In our study, the values for the standard error of estimate were slightly lower concerning the second premolars when compared to the values for the standard error of estimate concerning the first premolars. A possible explanation for this could be that the second premolars take part in the occlusion with five contact points, whereas the first premolars take part in it with only two contact points. Improper burdening of the first premolars could thereby accelerate degenerative changes.

In conclusion, the method presented by Olze et al. [29] could be validated in the present study. The method is applicable and reliable for dental age diagnostics in the age group up to 40 years. For age estimations concerning older age groups, e.g., around retirement date ages, the method appears to be too inaccurate. The values for the standard error of estimate are too high for a precise and reliable age estimation around retirement date ages. Furthermore, the method is limited by the number of radiographs suitable for evaluation. Moreover, the examined phenomena must be questioned for whether or not they depend on ethnicity.

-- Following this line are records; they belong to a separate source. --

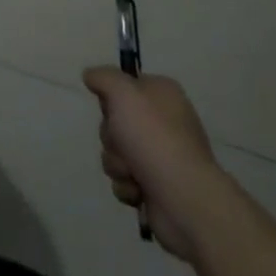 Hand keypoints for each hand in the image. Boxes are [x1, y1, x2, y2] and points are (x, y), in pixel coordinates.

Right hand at [82, 68, 226, 262]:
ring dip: (117, 163)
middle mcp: (163, 122)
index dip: (112, 97)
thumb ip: (104, 77)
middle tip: (124, 143)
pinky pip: (124, 180)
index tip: (110, 107)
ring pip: (116, 151)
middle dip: (111, 136)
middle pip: (115, 121)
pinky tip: (139, 191)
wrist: (184, 199)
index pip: (125, 85)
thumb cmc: (154, 138)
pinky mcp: (155, 186)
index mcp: (162, 95)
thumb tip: (90, 75)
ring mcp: (160, 156)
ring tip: (134, 173)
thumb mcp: (123, 93)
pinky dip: (127, 186) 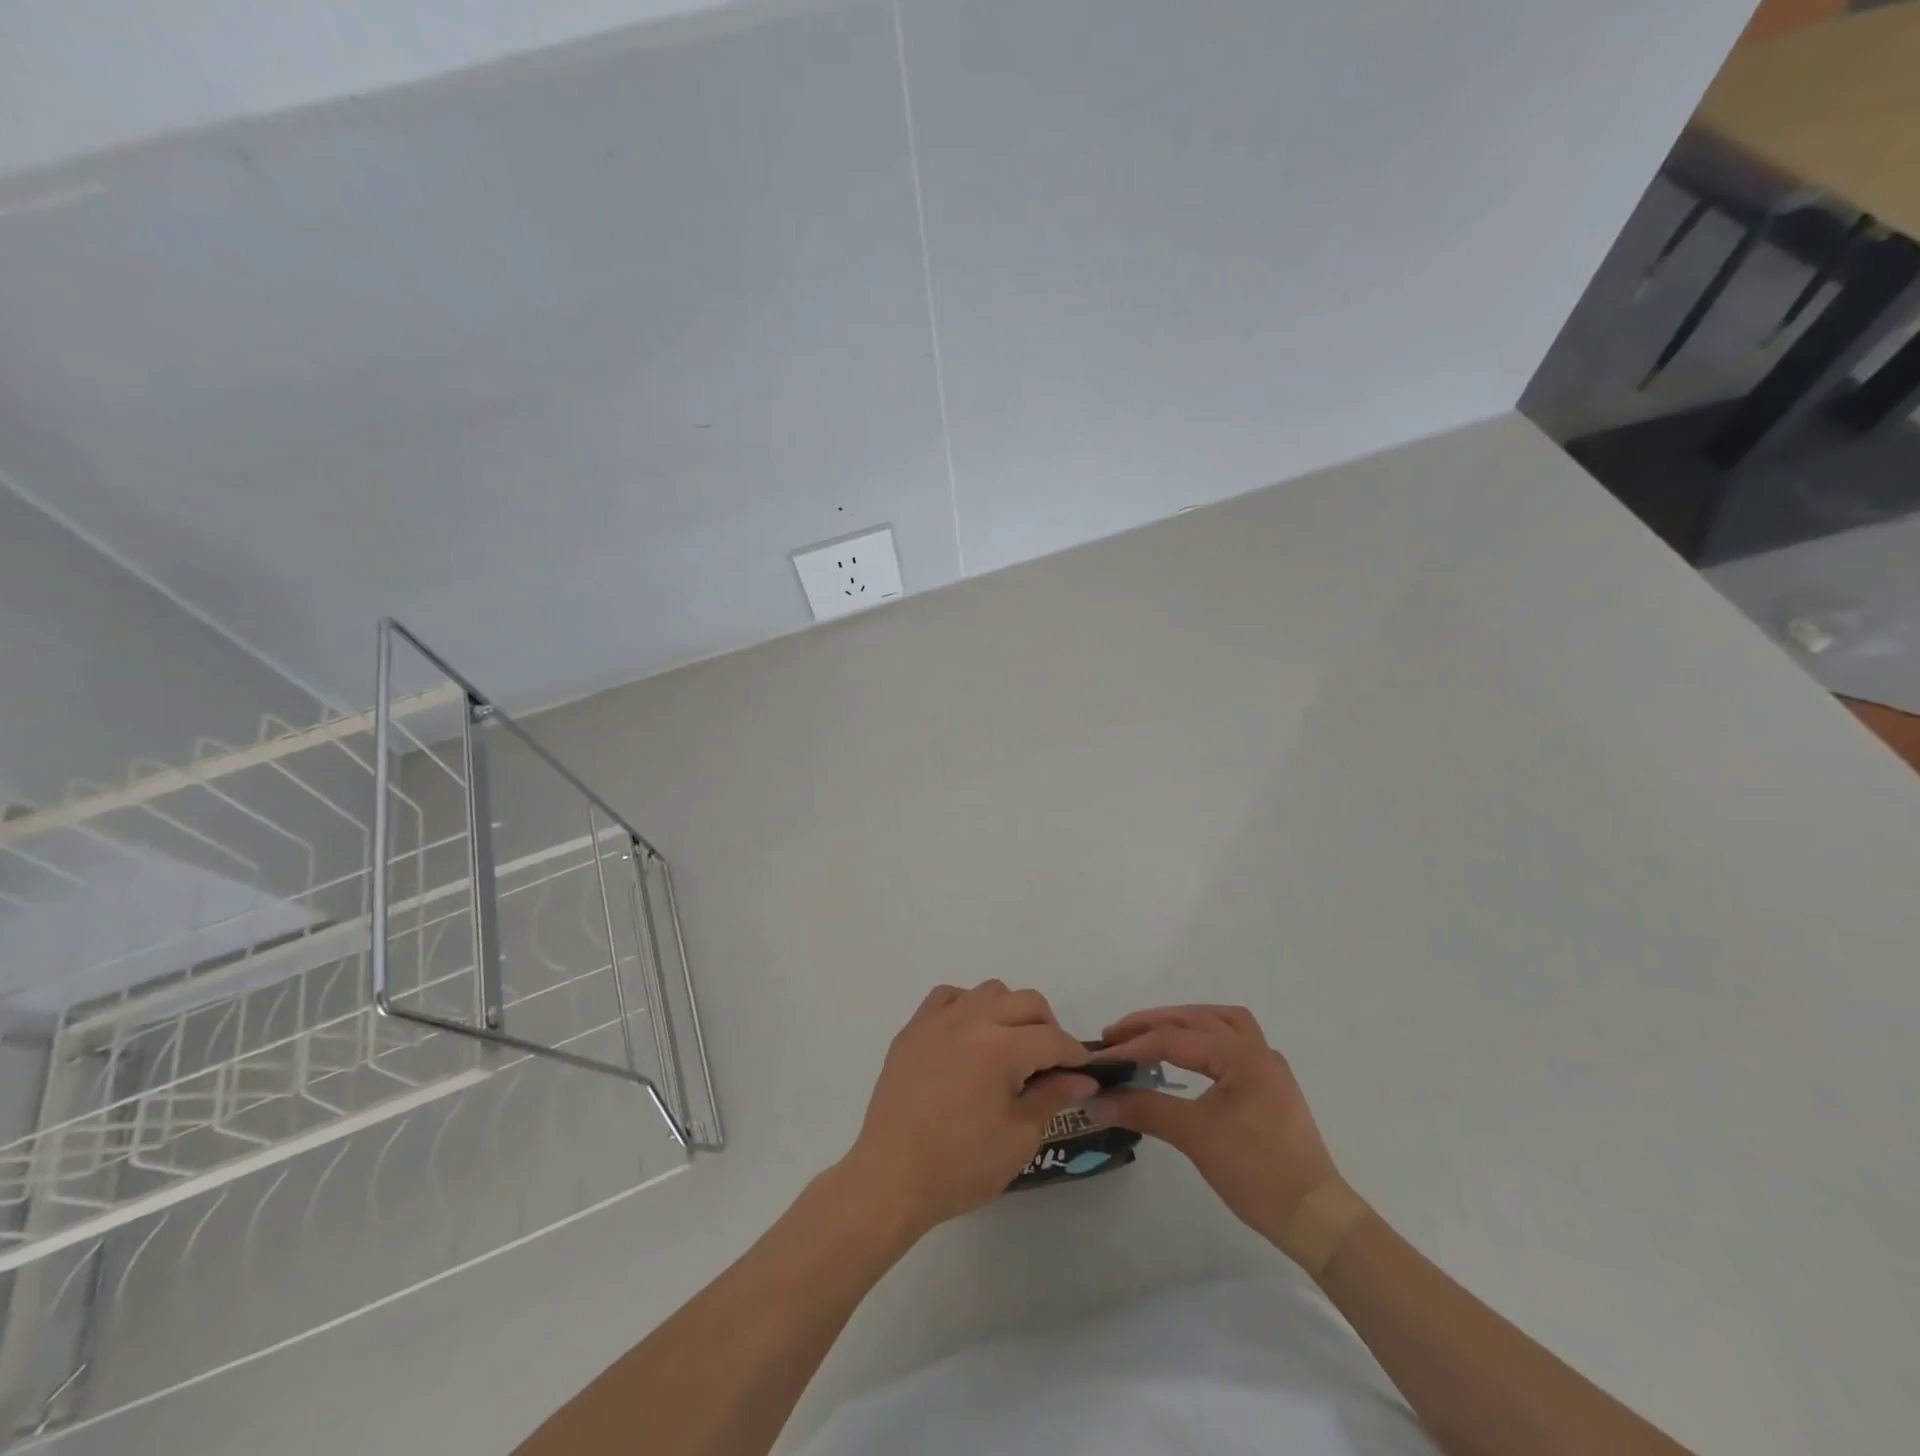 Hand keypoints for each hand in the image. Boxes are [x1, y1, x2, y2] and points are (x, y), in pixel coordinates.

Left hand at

This has to be considered, especially concerning the age estimations in refugees [23, 31, 44]. Additionally, the influence of dietary habits and modern health care on the degenerative dental characteristics has not been investigated yet. Therefore, despite a long history of studies on these characteristics, more studies are needed to more precisely draw the boundary line between physiological age-related changes and pathological processes. Also, it should be investigated, whether methods free of ionizing radiation like magnetic resonance imaging can be utilized for Gustafson’s criteria, as MRI appears to be suitable to detect mineralization stages in the third molars [31].